The important thing to realize is absurdly simple: it is not all that is going on around you that matters; it is simply your reaction to it. If you want to get better, and we know hundreds of artists that have, then the principle “if there is a will, there is a way” applies. You take responsibility, and you take action. If someone would put a gun to your head and say that he or she will shoot your if you do not come up with a golden ratio tool in three hours (yes, you read it correctly, hours, not days or weeks), we bet most of us would come up with one even faster.

That is the reason SharpBrows greatly supports and acknowledges artists that are able to take personal responsibility. If a person is honest and asks for help or promotion, it becomes obvious that she has also done something from her side - put time and effort into learning, asked tons of questions and studied on her own, practiced like crazy, etc we will help. And that is not some wicked hidden agenda we would run to prefer one student to another. We do not hide it - we say it loud and clear: if you have helped yourself, if you have taken full responsibility for your career and development, then the world will give you a hand. If one wants to rain on everyone's parade, then one should not expect to get a sudden boost from the outside world. That is just the balance of life.
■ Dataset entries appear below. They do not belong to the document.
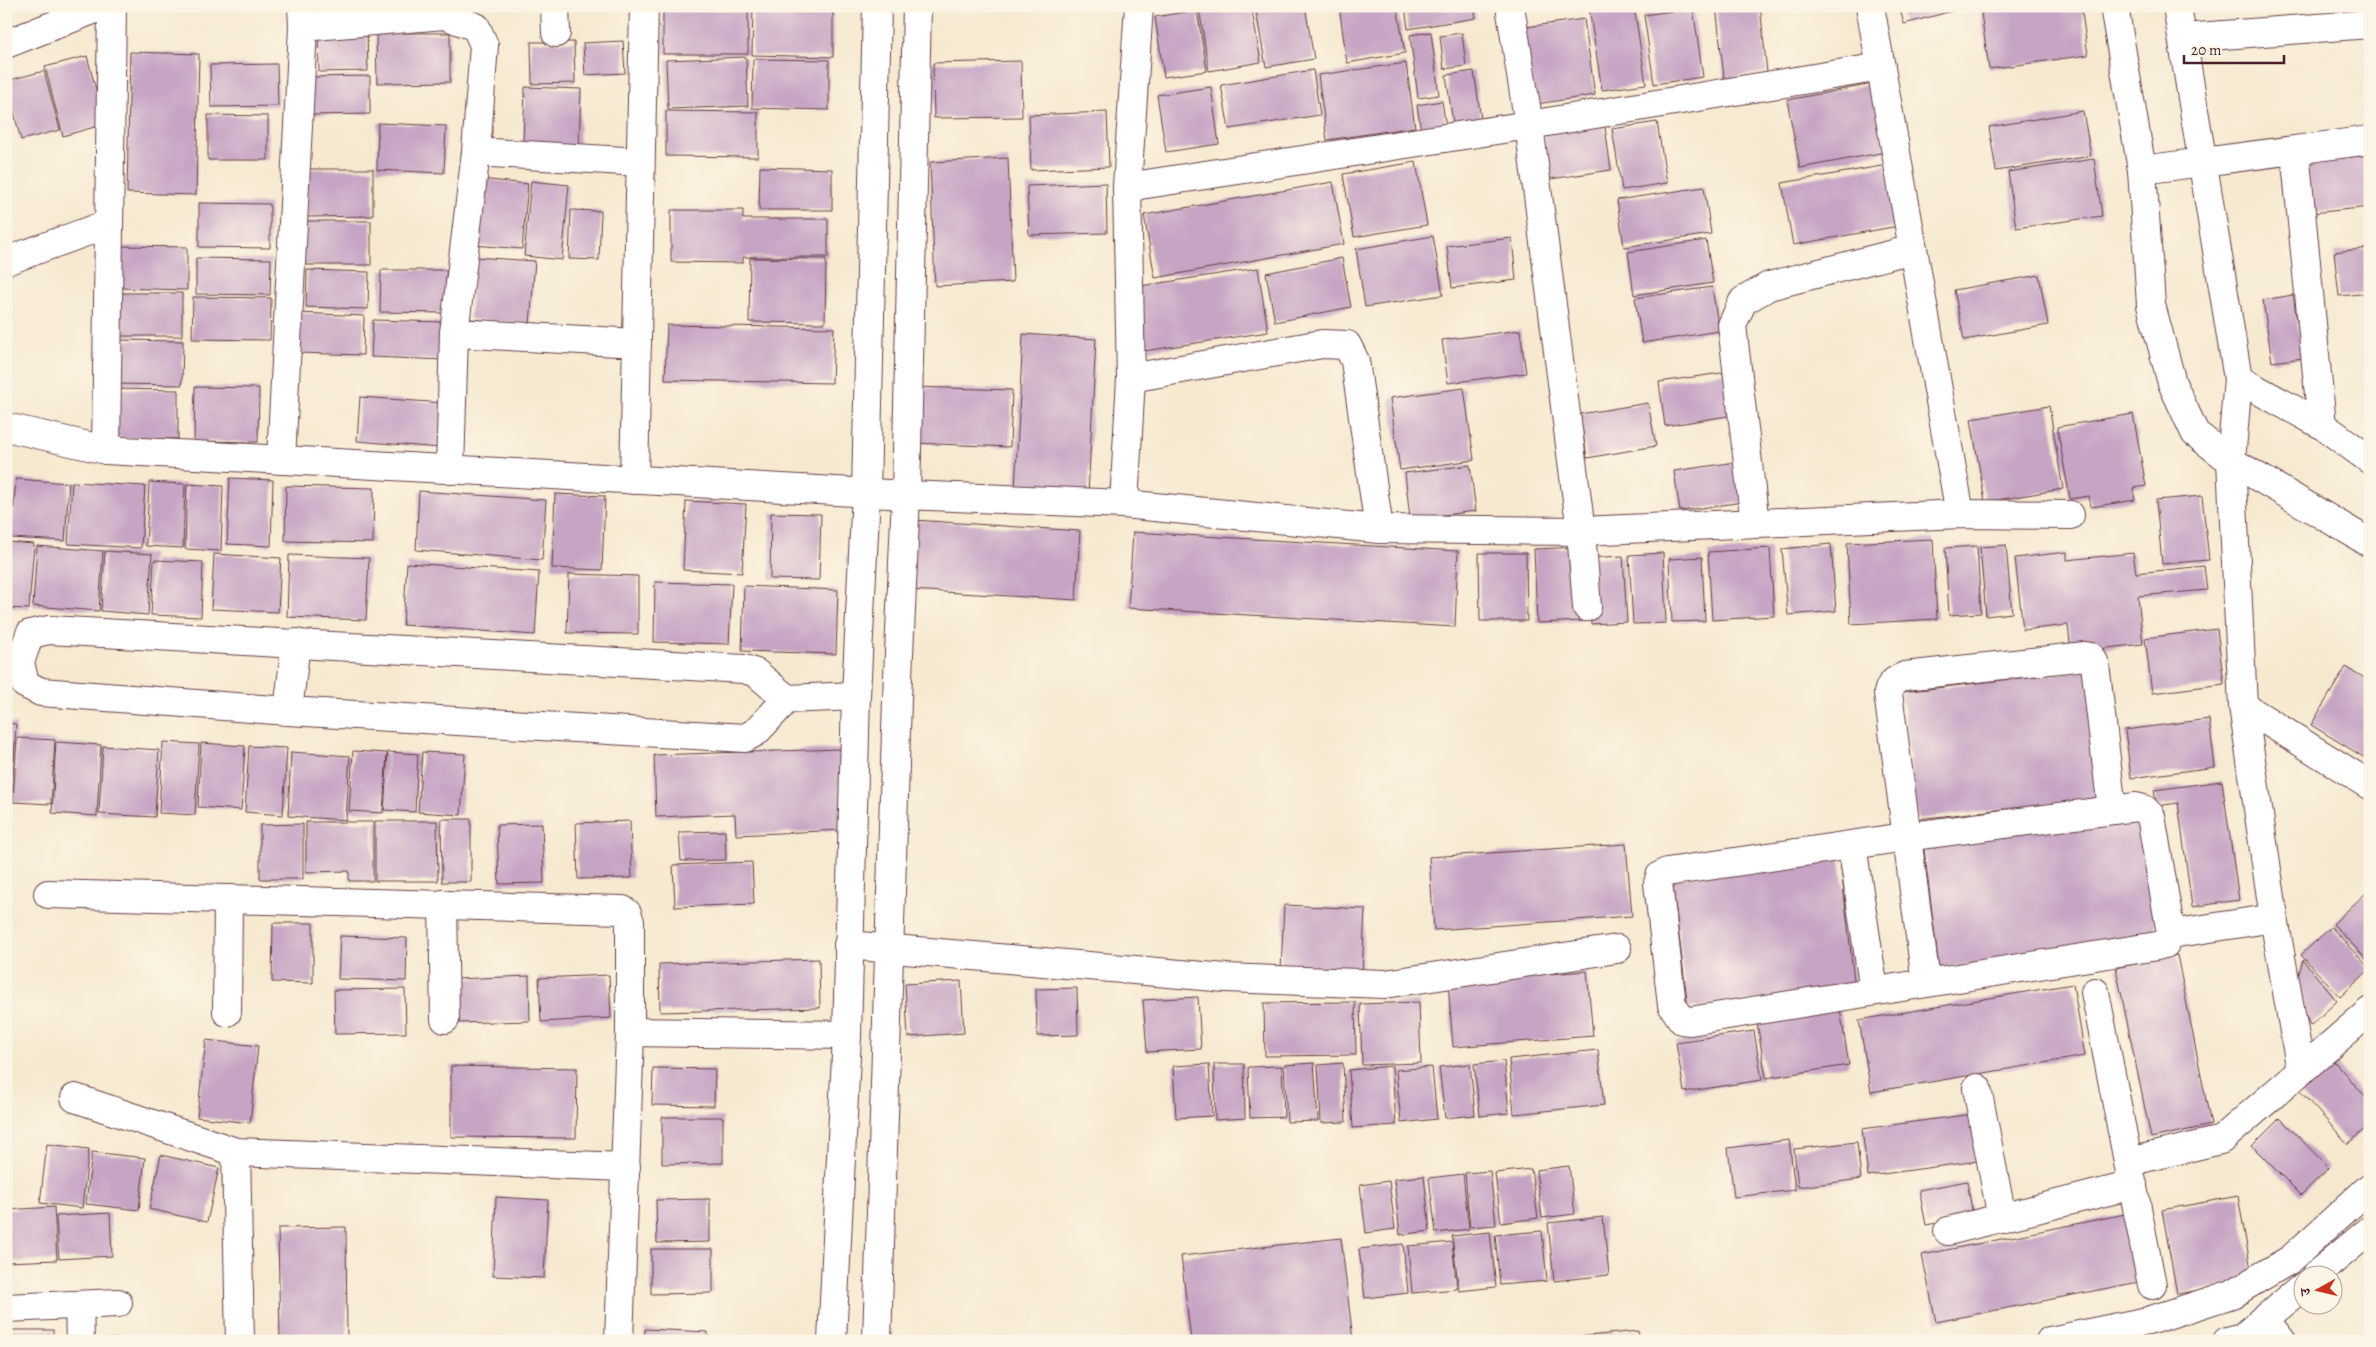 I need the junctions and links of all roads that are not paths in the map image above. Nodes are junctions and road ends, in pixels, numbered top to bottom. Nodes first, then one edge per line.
1 (103, 6) edge
2 (112, 6) edge
3 (555, 6) edge
4 (644, 6) edge
5 (877, 6) edge
6 (917, 6) edge
7 (1139, 6) edge
8 (1510, 6) edge
9 (1870, 6) edge
10 (2114, 6) edge
11 (2177, 6) edge
12 (303, 17) edge
13 (2370, 24) edge
14 (556, 33) dead end
15 (2183, 38) junction
16 (6, 44) edge
17 (1881, 67) junction
18 (1529, 125) junction
19 (2370, 140) edge
20 (476, 152) junction
21 (2295, 152) junction
22 (2202, 161) junction
23 (640, 162) junction
24 (2142, 170) junction
25 (1127, 186) junction
26 (108, 224) junction
27 (1913, 249) junction
28 (6, 261) edge
29 (454, 333) junction
30 (637, 343) junction
31 (1131, 378) junction
32 (2238, 378) junction
33 (2322, 425) junction
34 (6, 427) edge
35 (106, 450) junction
36 (280, 460) junction
37 (2370, 460) edge
38 (2231, 461) junction
39 (450, 470) junction
40 (634, 480) junction
41 (866, 492) junction
42 (906, 496) junction
43 (1124, 504) junction
44 (1960, 514) junction
45 (2070, 515) dead end
46 (1755, 524) junction
47 (1379, 529) junction
48 (1581, 531) junction
49 (2370, 543) edge
50 (1587, 608) dead end
51 (296, 643) junction
52 (856, 696) junction
53 (787, 699) junction
54 (2243, 706) junction
55 (288, 710) junction
56 (2370, 785) edge
57 (2112, 810) junction
58 (1906, 837) junction
59 (1852, 845) junction
60 (48, 894) dead end
61 (228, 899) junction
62 (443, 904) junction
63 (2274, 918) junction
64 (2171, 934) junction
65 (848, 945) junction
66 (889, 949) junction
67 (1617, 949) dead end
68 (1926, 982) junction
69 (1874, 991) junction
70 (2096, 992) dead end
71 (2370, 1011) edge
72 (227, 1012) dead end
73 (445, 1019) dead end
74 (630, 1032) junction
75 (847, 1035) junction
76 (2301, 1071) junction
77 (1977, 1088) dead end
78 (75, 1098) dead end
79 (236, 1152) junction
80 (626, 1167) junction
81 (2130, 1174) junction
82 (2370, 1187) edge
83 (2002, 1218) junction
84 (2370, 1230) edge
85 (1948, 1232) dead end
86 (2329, 1264) edge
87 (2152, 1286) dead end
88 (2294, 1294) edge
89 (118, 1303) dead end
90 (79, 1305) junction
91 (6, 1308) edge
92 (2264, 1319) junction
93 (80, 1341) edge
94 (240, 1341) edge
95 (619, 1341) edge
96 (832, 1341) edge
97 (877, 1341) edge
98 (2050, 1341) edge
99 (2227, 1341) edge
100 (2282, 1341) edge

1 - 16 street
2 - 26 street
3 - 14 street
4 - 23 street
5 - 41 street
6 - 42 street
7 - 25 street
8 - 18 street
9 - 17 street
10 - 24 street
11 - 15 street
12 - 20 street
12 - 36 street
13 - 15 street
15 - 22 street
17 - 18 street
17 - 27 street
18 - 25 street
18 - 48 street
19 - 21 street
20 - 23 street
20 - 29 street
21 - 22 street
21 - 33 street
22 - 24 street
22 - 32 street
23 - 30 street
24 - 38 street
25 - 31 street
26 - 28 street
26 - 35 street
27 - 44 street
27 - 46 street
29 - 30 street
29 - 39 street
30 - 40 street
31 - 43 street
31 - 47 street
32 - 33 street
32 - 38 street
33 - 37 street
34 - 35 street
35 - 36 street
36 - 39 street
38 - 49 street
38 - 54 street
39 - 40 street
40 - 41 street
41 - 42 street
41 - 52 street
42 - 43 street
42 - 66 street
43 - 47 street
44 - 45 street
44 - 46 street
46 - 48 street
47 - 48 street
48 - 50 street
51 - 53 street
51 - 55 street
51 - 55 street
52 - 53 street
52 - 65 street
53 - 55 street
54 - 56 street
54 - 63 street
57 - 58 street
57 - 58 street
57 - 64 street
58 - 59 street
58 - 68 street
59 - 69 street
59 - 69 street
60 - 61 street
61 - 62 street
61 - 72 street
62 - 73 street
62 - 74 street
63 - 64 street
63 - 76 street
64 - 68 street
65 - 66 street
65 - 75 street
66 - 67 street
66 - 97 street
68 - 69 street
70 - 81 street
71 - 76 street
74 - 75 street
74 - 80 street
75 - 96 street
76 - 81 street
77 - 83 street
78 - 79 street
79 - 80 street
79 - 94 street
80 - 95 street
81 - 83 street
81 - 87 street
82 - 98 street
83 - 85 street
84 - 86 street
88 - 92 street
89 - 90 street
90 - 91 street
90 - 93 street
92 - 99 street
92 - 100 street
And now, back to one of the initial points: doesn't take so much personal responsibility really mean that SharpBrows, as a microblading academy, should also be responsible for everything related to training, including the student’s ability to take responsibility for their actions? It should. Through applying different approaches, we have understood that we can take full responsibility for giving the student the best tools to learn microblading. We are convinced that the solution we have designed that includes an internet-based learning system and intense two-day training. Although the percentage of students from SharpBrows classes is much higher than in other academies. It is totally possible that there is still 15-20 percent of students that do not start doing microblading after the class. For that reason, SharpBrows has internationally started the "leave no one behind" concept that allows those students that feel insecure after class to get extra online help, free training days, etc. We take very much responsibility for providing the best opportunities however, we just simply can not take responsibility for students’ attitudes. This is up to you. However, we can assure you we do everything that is humanly possible to design the system so that you would develop a positive attitude towards learning and would want to take responsibility.

The most important idea of this story: stop whining and see what is under your immediate control; ask, and you shall receive, take action, and good things will happen to you.

DISCLAIMER: If you are not in for taking personal responsibility for your microblading career, if you feel that this article was entirely false, PLEASE DO NOT JOIN BROW ANALYTICS, DO NOT BUY SHARPBROWS LEARNING TOOLS AND DO NOT COME TO OUR TRAINING. You probably should not go to any microblading training then; however, if you want to, please choose another training.